Google unveils Gemini 3, leads math, science tests; adds depth, resolution, URL grounding
Google dropped Gemini 3 earlier this week, and the company is already touting it as its best-ever showing on a range of math, science and multimodal tests. The numbers look impressive, but what really catches my eye is the way developers will get to work with it. Besides being quicker, the update hands engineers a few new dials - you can adjust how far the model pushes its reasoning, set the detail level of its replies, and even pull in fresh web data to back up answers.
In the live demos the system cobbled together UI mock-ups, chained together several tools, and walked through buggy code inside a sandbox they called Antigrav. Those snippets seem to point at a bigger goal: moving away from plain text output toward a helper that can plan, try things out and check its own work. If that claim holds up, teams building AI-powered products might cut down on guess-work cycles and see steadier roll-outs.
The quote below tries to spell out exactly what Google is putting into its revamped AI Studio and API.
Google described updates to its AI Studio and API that allow developers to control thinking depth, adjust model "resolution," and combine new grounding tools with URL context and Search. Demoes showed Gemini 3 generating application interfaces, managing tool sequences, and debugging code in Antigravity, illustrating the model's shift toward agentic operation rather than single-step generation. The call positioned Gemini 3 as an upgrade across reasoning, planning, multimodal understanding, and developer workflows, with Google framing these advances as the foundation for its next generation of agent-driven products and enterprise services. Gemini Agent Introduces Multi-Step Workflow Automation Gemini Agent marks Google's effort to move beyond conversational assistance toward operational AI.
Google claims Gemini 3 now leads the pack on math, science, multimodal and agentic benchmarks, and the demo showed it handling interface generation, tool sequencing and code debugging in Antigrav. The models stay proprietary, reachable only through Google’s own products, developer platforms and paid APIs like AI Studio, Vertex AI and a new CLI. Developers can now dial up thinking depth, tweak resolution, and add URL grounding or Search context - a broader control set than earlier Gemini versions.
Because the code is closed-source, independent checks on those performance numbers are hard to come by. The rollout follows a month of rumors and even some market betting, which hints at strong interest but also fuels transparency concerns. Google’s push for deeper reasoning and higher resolution might help certain tasks, yet it’s not obvious that those gains will spill over to a wide range of use cases.
As the service moves behind a paywall, real-world experiments will be needed to see if the benchmarks hold up. Hard to say if the price makes sense for developers.
Common Questions Answered
What new developer controls does Gemini 3 introduce according to the article?
Gemini 3 adds knobs for developers to adjust the model's thinking depth, change its output resolution, and incorporate live web content through URL grounding or Search. These controls let engineers fine‑tune reasoning granularity and contextual grounding for more tailored responses.
How does Gemini 3 demonstrate a shift toward agentic operation in the demos?

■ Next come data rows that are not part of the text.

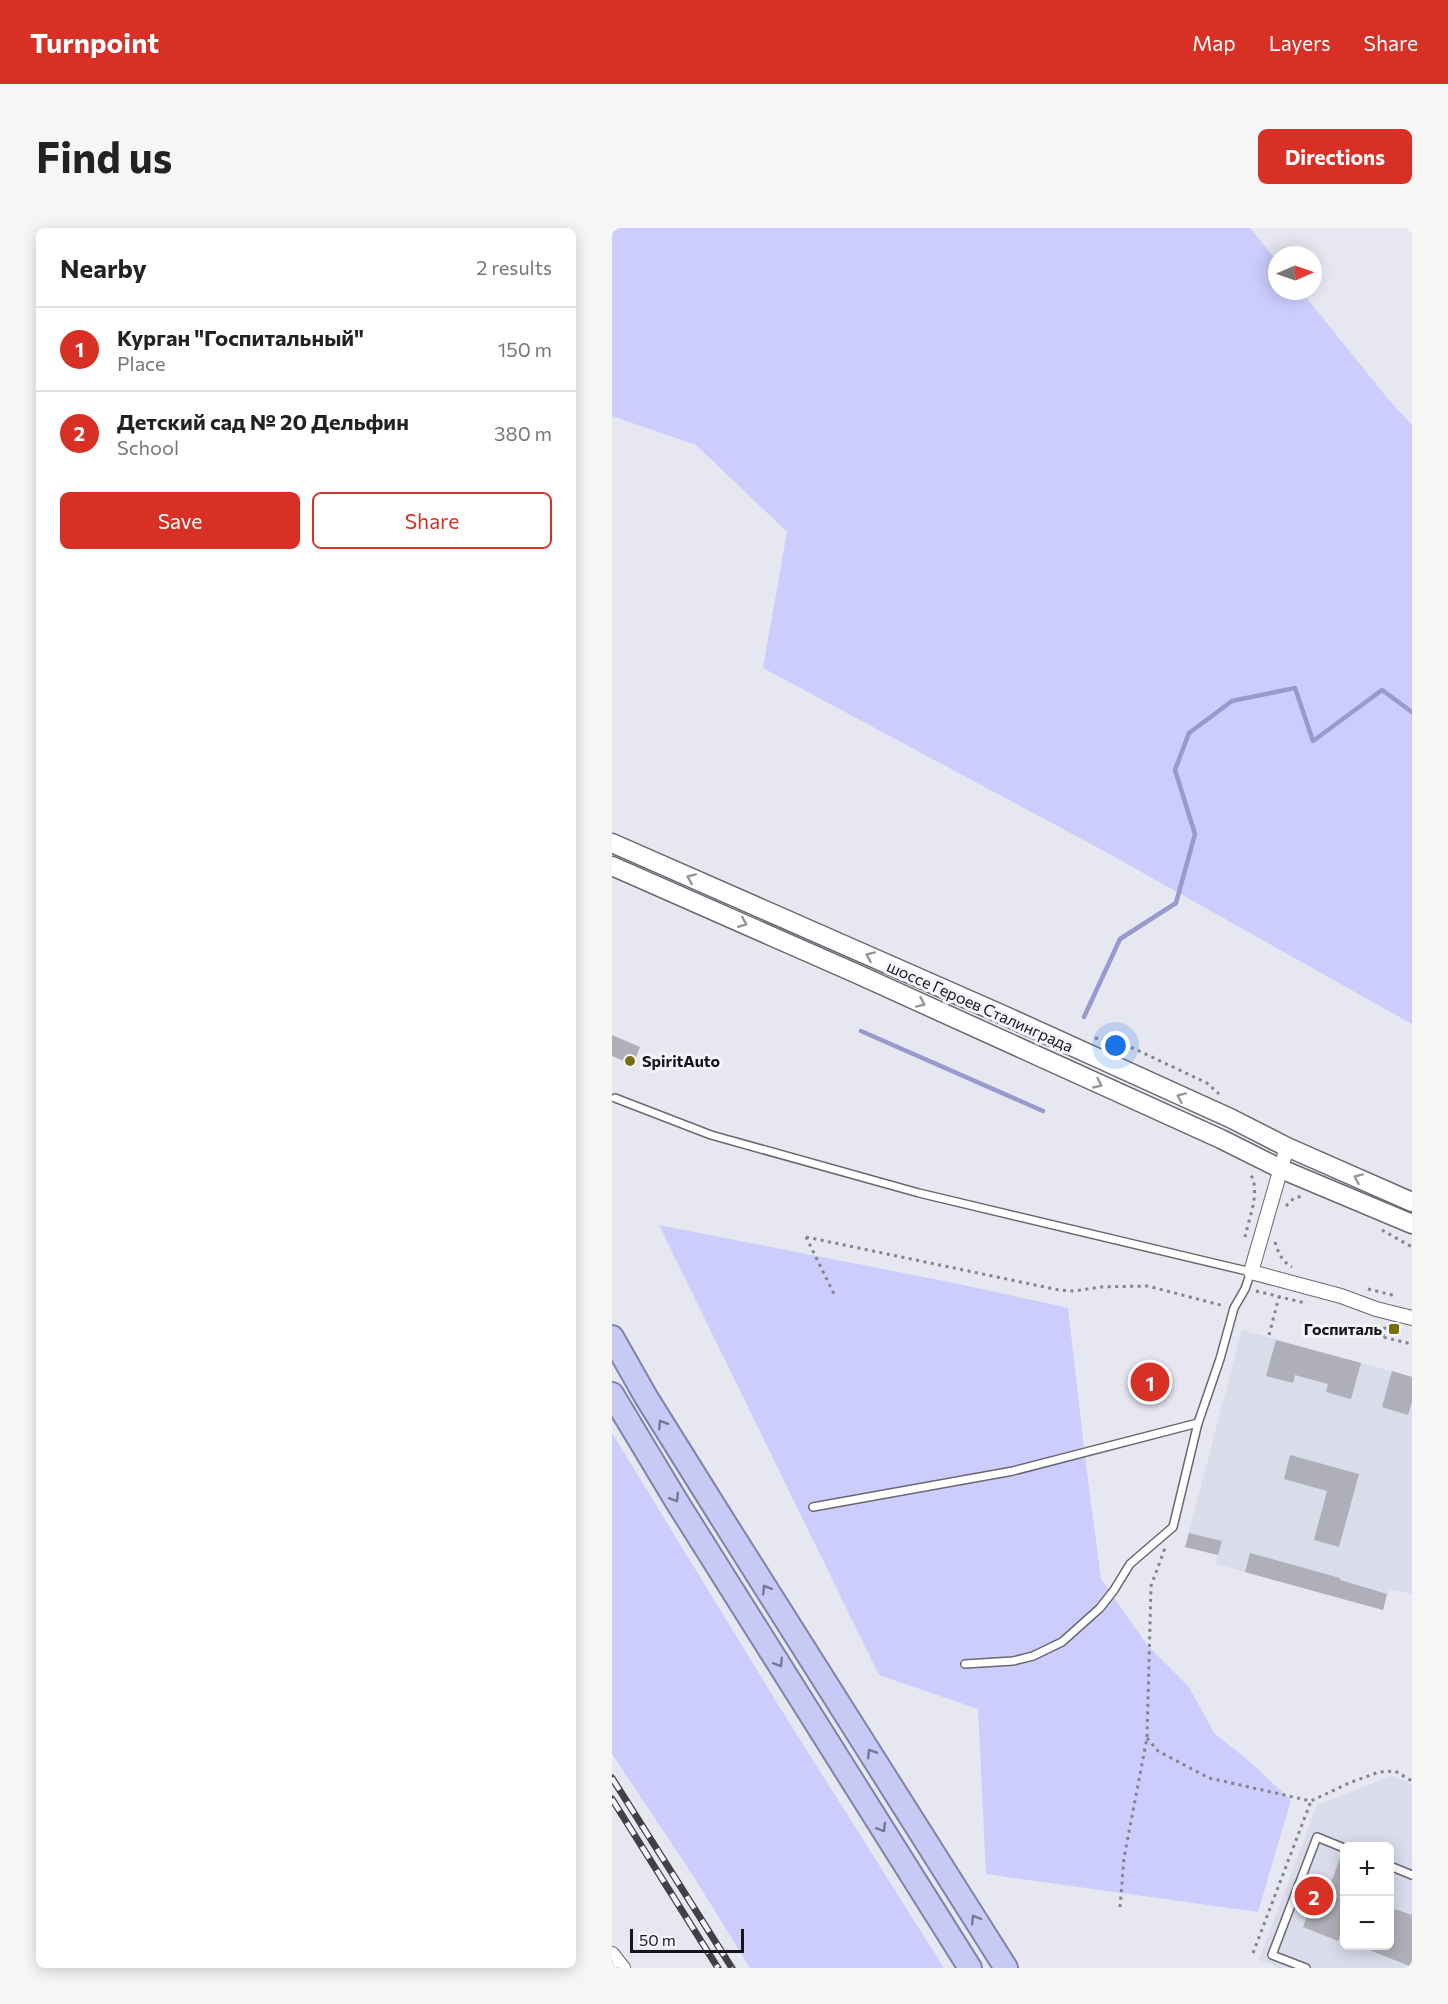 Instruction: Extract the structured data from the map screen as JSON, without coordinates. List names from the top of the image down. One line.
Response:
{"streets":{"main road":["шоссе Героев Сталинграда"]},"places":{"other":["SpiritAuto"],"transit":["Госпиталь"]},"scale_bar":"50 m","north":"right","page":{"header":"Turnpoint","nav":["Map","Layers","Share"],"buttons":["Directions",["Save","Share"]],"title":"Find us","heading":["Nearby","2 results"],"list":[{"mark":"1","name":"Курган \"Госпитальный\"","note":"Place","value":"150 m"},{"mark":"2","name":"Детский сад № 20 Дельфин","note":"School","value":"380 m"}],"pins":["1","2"],"map_buttons":["+","−"],"scale":"50 m"}} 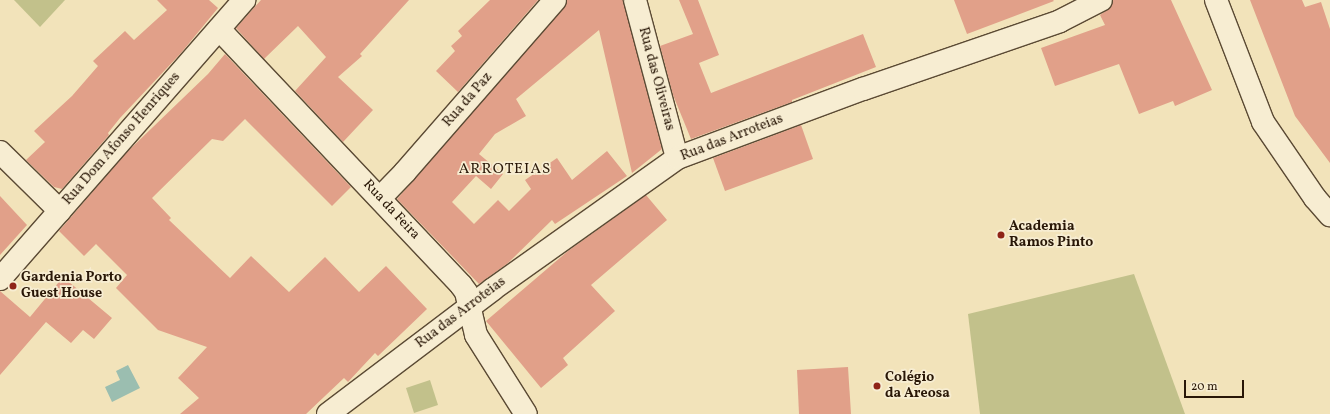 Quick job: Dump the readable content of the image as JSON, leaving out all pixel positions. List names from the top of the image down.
{
  "streets": {
    "street": [
      "Rua das Oliveiras",
      "Rua da Paz",
      "Rua das Arroteias",
      "Rua Dom Afonso Henriques",
      "Rua da Feira"
    ]
  },
  "crossings": [
    ["Rua das Oliveiras", "Rua das Arroteias"],
    ["Rua da Paz", "Rua da Feira"],
    ["Rua das Arroteias", "Rua da Feira"],
    ["Rua Dom Afonso Henriques", "Rua da Feira"]
  ],
  "districts": ["ARROTEIAS"],
  "places": ["Academia Ramos Pinto", "Gardenia Porto Guest House", "Colégio da Areosa"],
  "scale_bar": "20 m"
} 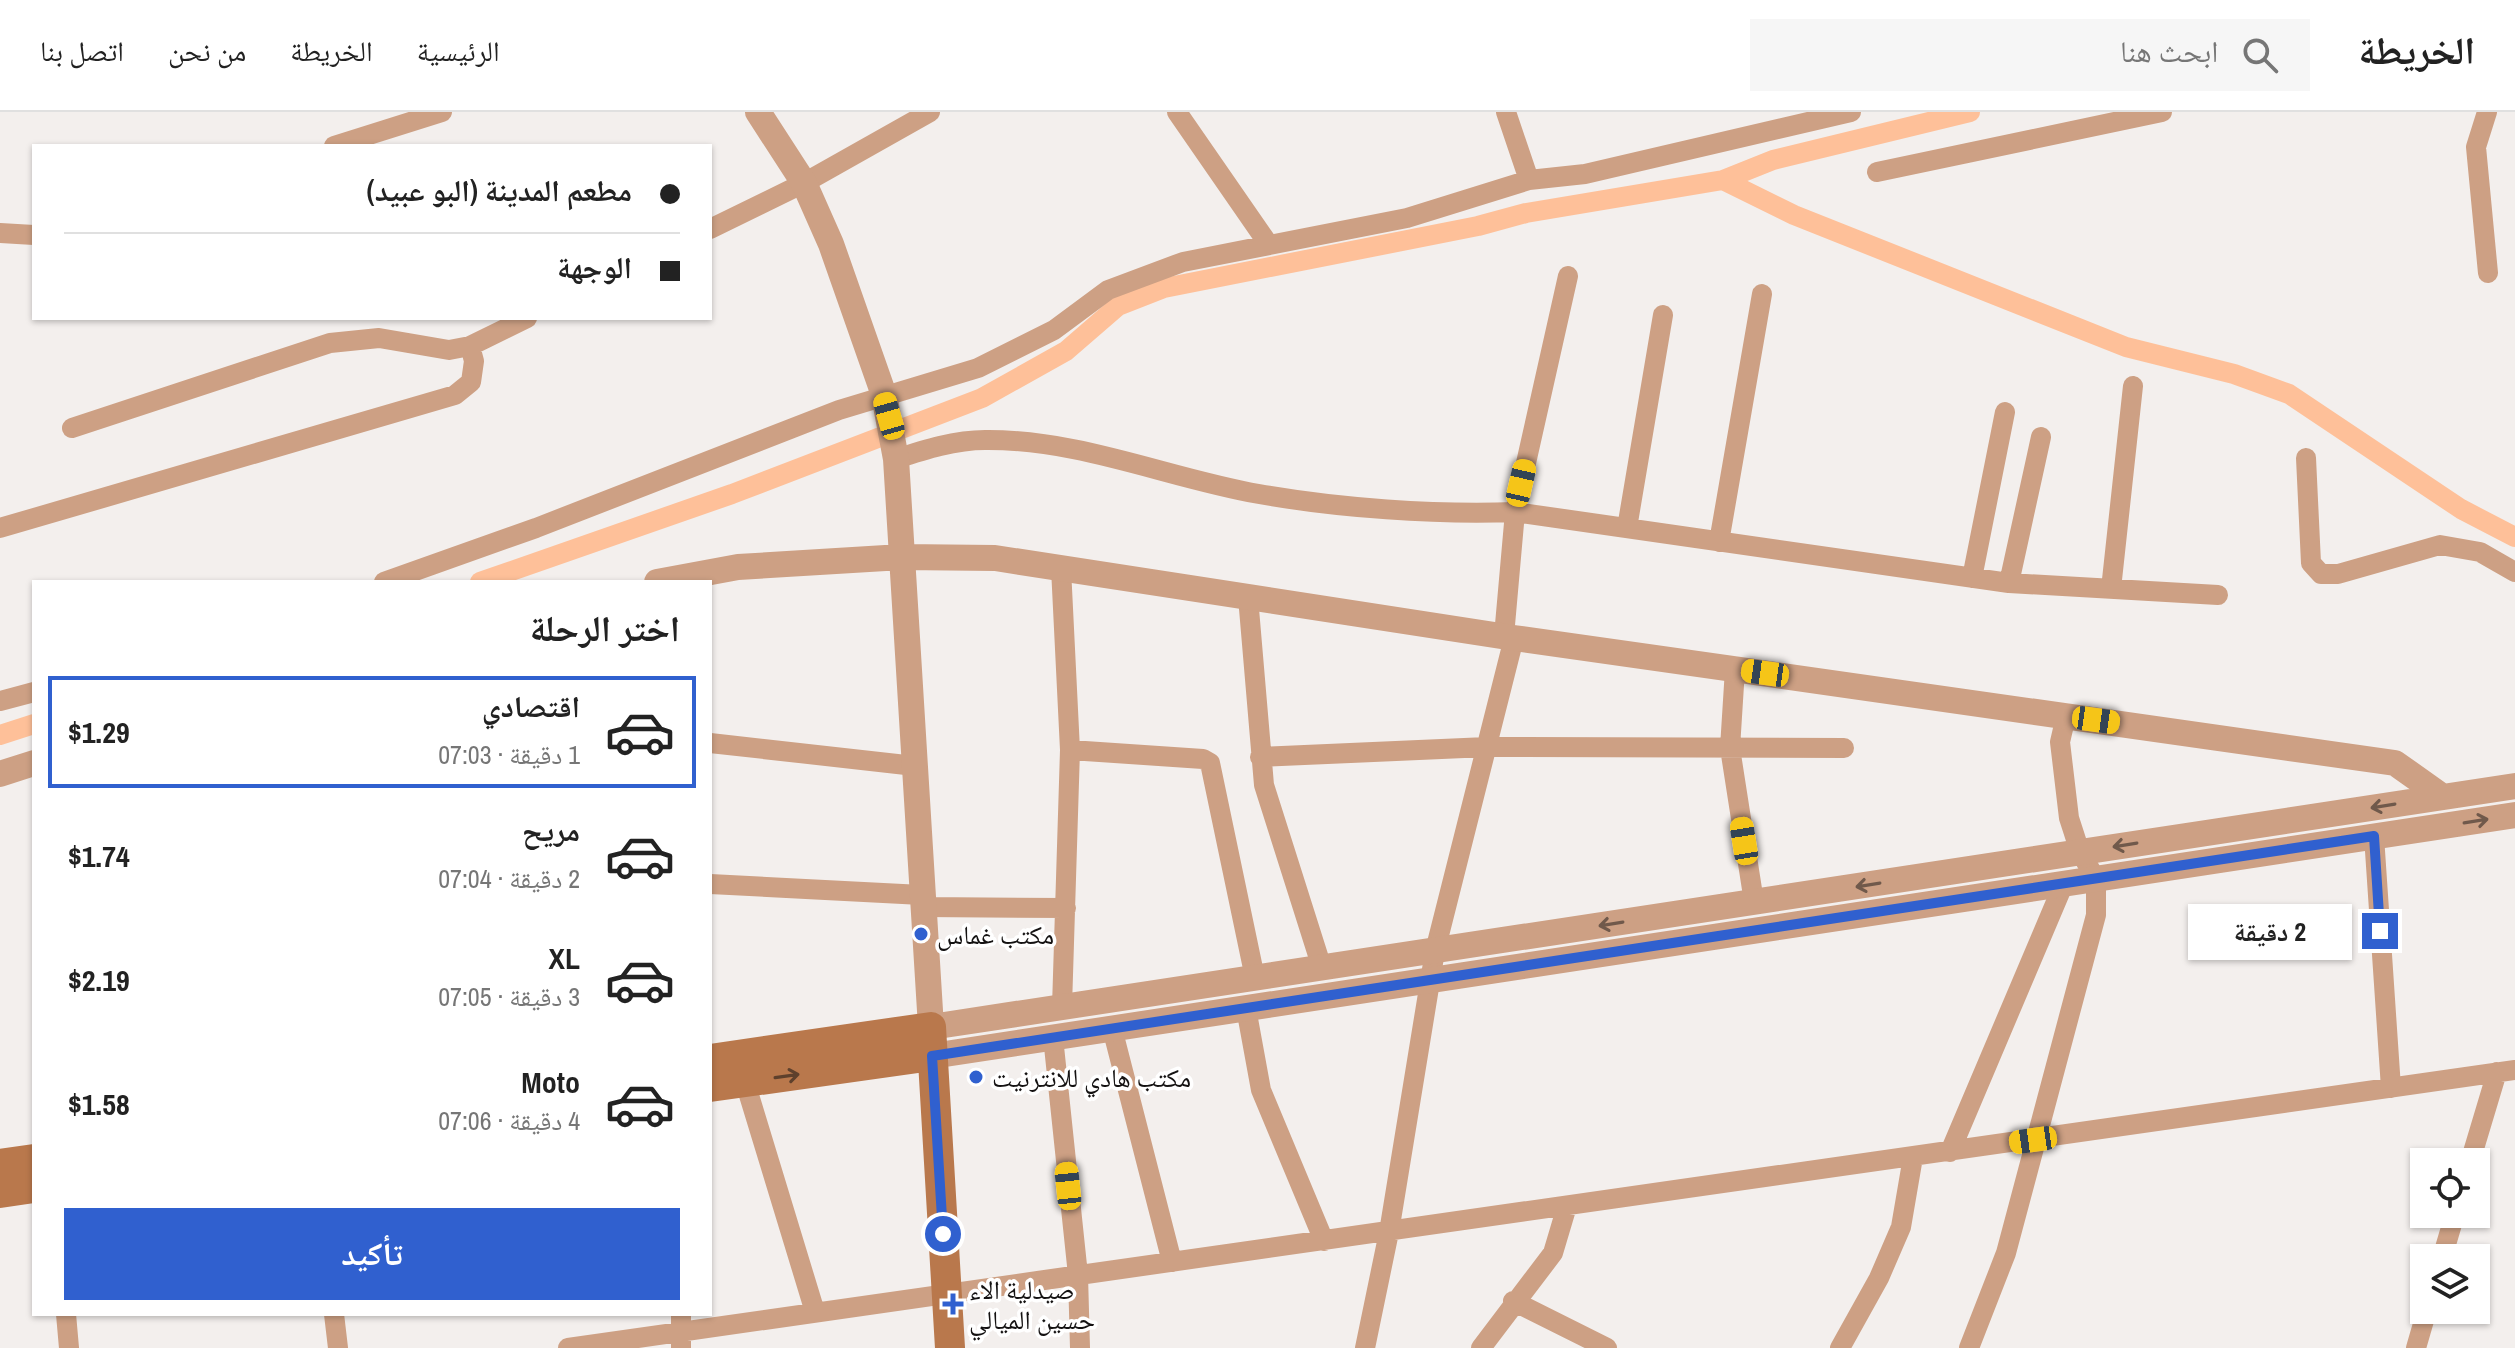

The demos showed Gemini 3 generating full application interfaces, orchestrating tool sequences, and debugging code within the Antigravity environment, highlighting its ability to perform multi‑step, autonomous tasks rather than single‑step generation. This agentic behavior signals a move toward more complex, planning‑oriented AI interactions.
Which benchmarks does Google claim Gemini 3 leads on, and what domains do they cover?
Google states that Gemini 3 tops math, science, multimodal, and agentic benchmarks, indicating superior performance across quantitative reasoning, scientific problem solving, visual‑textual tasks, and autonomous agent capabilities. These results position the model as the company's most capable offering to date.
Through which platforms can developers access Gemini 3, and what are the access requirements?
Gemini 3 is available exclusively via Google's ecosystem, including AI Studio, Vertex AI, a new command‑line interface, and paid API subscriptions. The models remain proprietary, so developers must use Google's products or services to integrate the technology.